Top of Task inputs

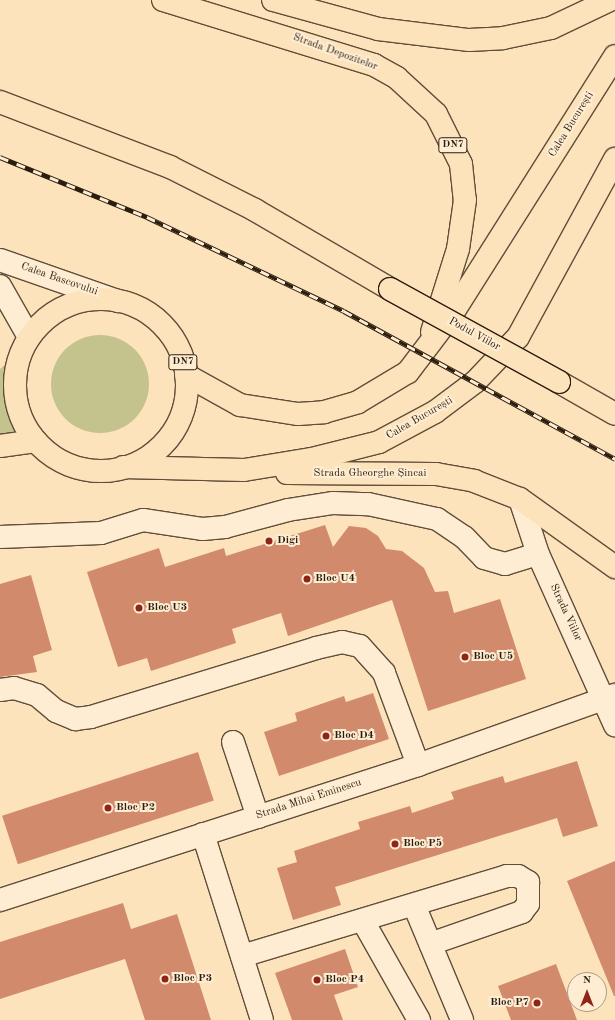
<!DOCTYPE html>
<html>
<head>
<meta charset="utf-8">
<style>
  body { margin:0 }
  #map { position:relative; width:615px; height:1020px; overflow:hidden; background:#fde3bb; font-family:"Old Standard TT",serif }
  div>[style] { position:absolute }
  .green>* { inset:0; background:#c4c38d }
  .round { border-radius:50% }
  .building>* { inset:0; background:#d28a6d; transform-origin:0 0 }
  .roads { filter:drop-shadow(1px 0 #604e3a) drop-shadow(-1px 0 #604e3a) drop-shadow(0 1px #604e3a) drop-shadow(0 -1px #604e3a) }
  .minor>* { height:22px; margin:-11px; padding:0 11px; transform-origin:11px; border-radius:11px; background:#feedd3 }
  .major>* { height:22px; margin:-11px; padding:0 11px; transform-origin:11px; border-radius:11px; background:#fde3bb }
  .major>.ring { margin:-11px; padding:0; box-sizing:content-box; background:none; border:22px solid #fde3bb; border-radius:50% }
  .rail>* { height:4.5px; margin-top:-2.25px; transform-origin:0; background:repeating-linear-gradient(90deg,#feedd3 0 9px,#2b1d0f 0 18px); box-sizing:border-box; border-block:1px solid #2b1d0f }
  .bridges { filter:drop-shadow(1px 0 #2b1d0f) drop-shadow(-1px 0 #2b1d0f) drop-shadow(0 1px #2b1d0f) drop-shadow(0 -1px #2b1d0f) }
  .major-bridge>* { height:22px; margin:-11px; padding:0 11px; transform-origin:11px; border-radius:11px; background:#fde3bb }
  .dots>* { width:11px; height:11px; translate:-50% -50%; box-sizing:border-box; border:2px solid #feedd3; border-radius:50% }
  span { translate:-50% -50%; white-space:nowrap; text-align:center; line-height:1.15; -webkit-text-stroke:4px #feedd3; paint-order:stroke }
  .shield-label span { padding:1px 3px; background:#feedd3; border:1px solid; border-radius:3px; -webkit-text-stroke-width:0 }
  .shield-label { font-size:10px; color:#2b1d0f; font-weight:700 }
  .street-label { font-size:11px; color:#2b1d0f }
  .poi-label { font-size:11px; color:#2b1d0f; font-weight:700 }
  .left { translate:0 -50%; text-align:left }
  .right { translate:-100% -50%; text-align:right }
  .north { position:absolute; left:567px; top:972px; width:40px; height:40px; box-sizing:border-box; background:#feedd3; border:1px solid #aa9a85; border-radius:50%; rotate:0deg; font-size:11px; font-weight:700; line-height:16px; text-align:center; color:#2b1d0f }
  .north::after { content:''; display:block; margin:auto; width:14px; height:18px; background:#8f2418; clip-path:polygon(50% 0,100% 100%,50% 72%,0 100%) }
</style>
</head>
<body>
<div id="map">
  <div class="green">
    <div class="round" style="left:51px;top:335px;width:98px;height:98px"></div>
    <div style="clip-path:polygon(22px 351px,15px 396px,22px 419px,36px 441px,0 446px,0 369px)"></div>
  </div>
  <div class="building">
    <div style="clip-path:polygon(325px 525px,333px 547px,349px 526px,366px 528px,378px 536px,386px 549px,402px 551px,424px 568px,435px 592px,448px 591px,454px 613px,500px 599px,526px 679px,428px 711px,392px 600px,288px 636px,281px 613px,232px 629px,236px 643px,151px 671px,147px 658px,118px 667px,87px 572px,159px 548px,165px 567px,224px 548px,226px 556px)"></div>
    <div style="clip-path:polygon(31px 575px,52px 650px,33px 656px,37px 672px,0 677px,0 584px)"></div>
    <div style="clip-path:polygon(373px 693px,389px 739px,279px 776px,264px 732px,297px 721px,295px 713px,344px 696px,346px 702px)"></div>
    <div style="left:198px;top:752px;width:51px;height:206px;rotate:72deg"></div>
    <div style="clip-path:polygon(577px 761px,598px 826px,563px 837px,557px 818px,335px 887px,341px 905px,293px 920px,277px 868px,297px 862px,294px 851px,360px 829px,358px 822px,410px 806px,412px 813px,454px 799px,451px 792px,503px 776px,505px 783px)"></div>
    <div style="clip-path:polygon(615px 861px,615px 996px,614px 996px,567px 881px)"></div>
    <div style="clip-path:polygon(123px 903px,131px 929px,177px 914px,211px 1020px,145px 1020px,125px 959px,0 999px,0 942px)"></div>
    <div style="clip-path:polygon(345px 949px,358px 987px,334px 995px,343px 1020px,292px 1020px,275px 973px)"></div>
    <div style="clip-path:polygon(556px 964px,577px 1020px,511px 1020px,498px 986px)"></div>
  </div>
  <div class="roads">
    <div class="minor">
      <div style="left:0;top:260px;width:125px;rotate:19.2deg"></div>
      <div style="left:0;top:286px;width:59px;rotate:60.4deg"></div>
      <div style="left:520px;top:499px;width:58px;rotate:71.9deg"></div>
      <div style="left:538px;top:554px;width:188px;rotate:65.8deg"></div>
      <div style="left:0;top:537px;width:101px;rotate:-2.3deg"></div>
      <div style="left:101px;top:533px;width:44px;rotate:-17.2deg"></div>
      <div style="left:143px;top:520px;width:61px;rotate:8.5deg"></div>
      <div style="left:203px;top:529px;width:22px;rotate:-5deg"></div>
      <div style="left:225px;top:527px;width:65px;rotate:-15.1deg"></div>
      <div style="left:288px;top:510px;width:46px;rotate:-8.8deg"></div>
      <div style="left:333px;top:503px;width:35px;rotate:2deg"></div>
      <div style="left:368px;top:504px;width:71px;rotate:12.3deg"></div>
      <div style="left:437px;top:519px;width:32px;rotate:34deg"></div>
      <div style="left:464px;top:537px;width:29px;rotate:46deg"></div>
      <div style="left:484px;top:558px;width:22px;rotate:16deg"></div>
      <div style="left:505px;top:564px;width:34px;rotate:-17deg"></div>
      <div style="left:0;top:690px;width:14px;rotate:-8deg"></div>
      <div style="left:14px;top:688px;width:24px;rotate:17deg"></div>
      <div style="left:37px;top:695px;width:25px;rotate:40deg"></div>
      <div style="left:56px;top:711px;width:21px;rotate:23deg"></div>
      <div style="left:75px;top:719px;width:16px;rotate:-7deg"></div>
      <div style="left:91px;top:717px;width:235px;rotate:-17deg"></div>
      <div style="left:316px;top:648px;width:27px;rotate:-13deg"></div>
      <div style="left:342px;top:642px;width:18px;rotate:13deg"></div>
      <div style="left:360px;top:646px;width:36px;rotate:48deg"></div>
      <div style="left:384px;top:673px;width:98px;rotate:69.7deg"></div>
      <div style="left:233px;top:742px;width:79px;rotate:71.6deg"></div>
      <div style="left:203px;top:834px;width:195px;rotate:72.4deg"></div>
      <div style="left:0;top:900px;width:439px;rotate:-17.9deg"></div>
      <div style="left:418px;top:765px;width:209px;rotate:-19.6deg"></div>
      <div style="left:414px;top:905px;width:125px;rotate:67.3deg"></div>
      <div style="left:363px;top:921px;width:114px;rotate:60.5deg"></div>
      <div style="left:242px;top:956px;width:277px;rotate:-16.8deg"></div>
      <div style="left:507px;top:876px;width:11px"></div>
      <div style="left:518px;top:876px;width:12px;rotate:31deg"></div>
      <div style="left:528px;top:882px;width:22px;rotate:90deg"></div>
      <div style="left:528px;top:904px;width:10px;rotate:127deg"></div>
      <div style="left:522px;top:912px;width:97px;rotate:160.8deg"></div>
    </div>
    <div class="major">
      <div style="left:163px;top:0;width:221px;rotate:17.1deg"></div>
      <div style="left:374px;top:65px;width:26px;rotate:29deg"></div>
      <div style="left:397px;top:78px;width:53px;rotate:42.7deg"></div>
      <div style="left:436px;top:114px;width:56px;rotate:63.4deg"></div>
      <div style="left:461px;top:164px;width:36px;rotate:84deg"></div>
      <div style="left:465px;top:200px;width:49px;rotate:98.1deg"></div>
      <div style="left:458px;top:249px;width:87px;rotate:107.4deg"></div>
      <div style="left:273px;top:0;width:109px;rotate:15.4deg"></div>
      <div style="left:378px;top:29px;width:92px;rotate:6.9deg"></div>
      <div style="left:469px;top:40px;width:34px;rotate:-3deg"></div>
      <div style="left:503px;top:38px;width:49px;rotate:-11.8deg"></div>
      <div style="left:551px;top:28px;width:65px;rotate:-25.4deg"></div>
      <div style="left:0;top:102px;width:182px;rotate:20.9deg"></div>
      <div style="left:170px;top:167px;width:95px;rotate:26.8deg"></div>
      <div style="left:255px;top:210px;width:156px;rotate:30.3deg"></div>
      <div class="ring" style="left:15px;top:299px;width:150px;height:150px"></div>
      <div style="left:186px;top:375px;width:62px;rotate:29.1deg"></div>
      <div style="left:240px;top:405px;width:59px;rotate:8.8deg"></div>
      <div style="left:298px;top:414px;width:26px;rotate:-4deg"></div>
      <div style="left:324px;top:412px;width:35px;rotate:-16deg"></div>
      <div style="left:358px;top:402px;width:58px;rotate:-31deg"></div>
      <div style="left:408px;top:372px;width:73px;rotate:-52.8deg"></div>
      <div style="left:452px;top:314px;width:305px;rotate:-57.7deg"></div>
      <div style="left:559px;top:382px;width:64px;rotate:29.7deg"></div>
      <div style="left:0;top:446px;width:36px;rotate:-8deg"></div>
      <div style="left:123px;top:467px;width:121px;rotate:1.4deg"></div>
      <div style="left:244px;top:470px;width:69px;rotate:-9.2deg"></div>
      <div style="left:312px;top:459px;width:69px;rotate:-14.2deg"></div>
      <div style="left:379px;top:442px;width:64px;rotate:-28.2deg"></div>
      <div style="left:435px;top:412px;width:50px;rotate:-36.9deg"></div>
      <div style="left:475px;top:382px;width:62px;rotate:-46.3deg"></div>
      <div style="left:518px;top:337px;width:203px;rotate:-61.4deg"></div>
      <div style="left:287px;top:473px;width:149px;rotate:0.4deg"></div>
      <div style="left:436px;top:474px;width:39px;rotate:10deg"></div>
      <div style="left:474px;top:481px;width:49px;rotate:21.4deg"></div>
      <div style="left:520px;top:499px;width:117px;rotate:35.6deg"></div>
    </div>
  </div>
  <div class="rail">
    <div style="left:0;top:157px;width:159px;rotate:22.2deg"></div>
    <div style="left:147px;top:217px;width:218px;rotate:25.5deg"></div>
    <div style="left:344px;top:311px;width:309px;rotate:28.6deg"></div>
  </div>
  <div class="bridges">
    <div class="major-bridge">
      <div style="left:390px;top:289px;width:193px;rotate:28.8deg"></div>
    </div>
  </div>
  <div class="dots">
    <div style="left:269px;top:541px;background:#8f2418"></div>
    <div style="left:307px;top:579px;background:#8f2418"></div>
    <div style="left:139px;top:608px;background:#8f2418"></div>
    <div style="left:465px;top:657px;background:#8f2418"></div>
    <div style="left:326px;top:736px;background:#8f2418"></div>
    <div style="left:108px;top:808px;background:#8f2418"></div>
    <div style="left:395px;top:844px;background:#8f2418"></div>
    <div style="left:165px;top:979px;background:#8f2418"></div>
    <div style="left:317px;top:980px;background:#8f2418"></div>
    <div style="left:537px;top:1003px;background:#8f2418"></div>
  </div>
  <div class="shield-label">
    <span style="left:453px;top:145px">DN7</span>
    <span style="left:183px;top:362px">DN7</span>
  </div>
  <div class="street-label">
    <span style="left:335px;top:53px;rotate:20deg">Strada Depozitelor</span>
    <span style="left:572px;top:125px;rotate:-58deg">Calea București</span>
    <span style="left:59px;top:280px;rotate:19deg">Calea Bascovului</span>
    <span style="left:474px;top:335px;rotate:29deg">Podul Viilor</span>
    <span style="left:420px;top:419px;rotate:-30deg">Calea București</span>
    <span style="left:370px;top:474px">Strada Gheorghe Șincai</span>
    <span style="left:565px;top:613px;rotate:65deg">Strada Viilor</span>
    <span style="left:309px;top:800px;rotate:-18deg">Strada Mihai Eminescu</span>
  </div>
  <div class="poi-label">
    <span class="left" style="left:277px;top:541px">Digi</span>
    <span class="left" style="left:315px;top:579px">Bloc U4</span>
    <span class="left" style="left:147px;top:608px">Bloc U3</span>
    <span class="left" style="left:473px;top:657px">Bloc U5</span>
    <span class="left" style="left:334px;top:736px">Bloc D4</span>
    <span class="left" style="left:116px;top:808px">Bloc P2</span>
    <span class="left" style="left:403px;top:844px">Bloc P5</span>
    <span class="left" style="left:173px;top:979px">Bloc P3</span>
    <span class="left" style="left:325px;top:980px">Bloc P4</span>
    <span class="right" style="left:529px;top:1003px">Bloc P7</span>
  </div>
  <div class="north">N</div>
</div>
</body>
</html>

Bottom of Task inputs

Could the lines from the top of the material through the line with "font-size:11px; color:#2b1d0f; font-weight:700" be repeated exactly, pictures left out?

§ Answer section:
<!DOCTYPE html>
<html>
<head>
<meta charset="utf-8">
<style>
  body { margin:0 }
  #map { position:relative; width:615px; height:1020px; overflow:hidden; background:#fde3bb; font-family:"Old Standard TT",serif }
  div>[style] { position:absolute }
  .green>* { inset:0; background:#c4c38d }
  .round { border-radius:50% }
  .building>* { inset:0; background:#d28a6d; transform-origin:0 0 }
  .roads { filter:drop-shadow(1px 0 #604e3a) drop-shadow(-1px 0 #604e3a) drop-shadow(0 1px #604e3a) drop-shadow(0 -1px #604e3a) }
  .minor>* { height:22px; margin:-11px; padding:0 11px; transform-origin:11px; border-radius:11px; background:#feedd3 }
  .major>* { height:22px; margin:-11px; padding:0 11px; transform-origin:11px; border-radius:11px; background:#fde3bb }
  .major>.ring { margin:-11px; padding:0; box-sizing:content-box; background:none; border:22px solid #fde3bb; border-radius:50% }
  .rail>* { height:4.5px; margin-top:-2.25px; transform-origin:0; background:repeating-linear-gradient(90deg,#feedd3 0 9px,#2b1d0f 0 18px); box-sizing:border-box; border-block:1px solid #2b1d0f }
  .bridges { filter:drop-shadow(1px 0 #2b1d0f) drop-shadow(-1px 0 #2b1d0f) drop-shadow(0 1px #2b1d0f) drop-shadow(0 -1px #2b1d0f) }
  .major-bridge>* { height:22px; margin:-11px; padding:0 11px; transform-origin:11px; border-radius:11px; background:#fde3bb }
  .dots>* { width:11px; height:11px; translate:-50% -50%; box-sizing:border-box; border:2px solid #feedd3; border-radius:50% }
  span { translate:-50% -50%; white-space:nowrap; text-align:center; line-height:1.15; -webkit-text-stroke:4px #feedd3; paint-order:stroke }
  .shield-label span { padding:1px 3px; background:#feedd3; border:1px solid; border-radius:3px; -webkit-text-stroke-width:0 }
  .shield-label { font-size:10px; color:#2b1d0f; font-weight:700 }
  .street-label { font-size:11px; color:#2b1d0f }
  .poi-label { font-size:11px; color:#2b1d0f; font-weight:700 }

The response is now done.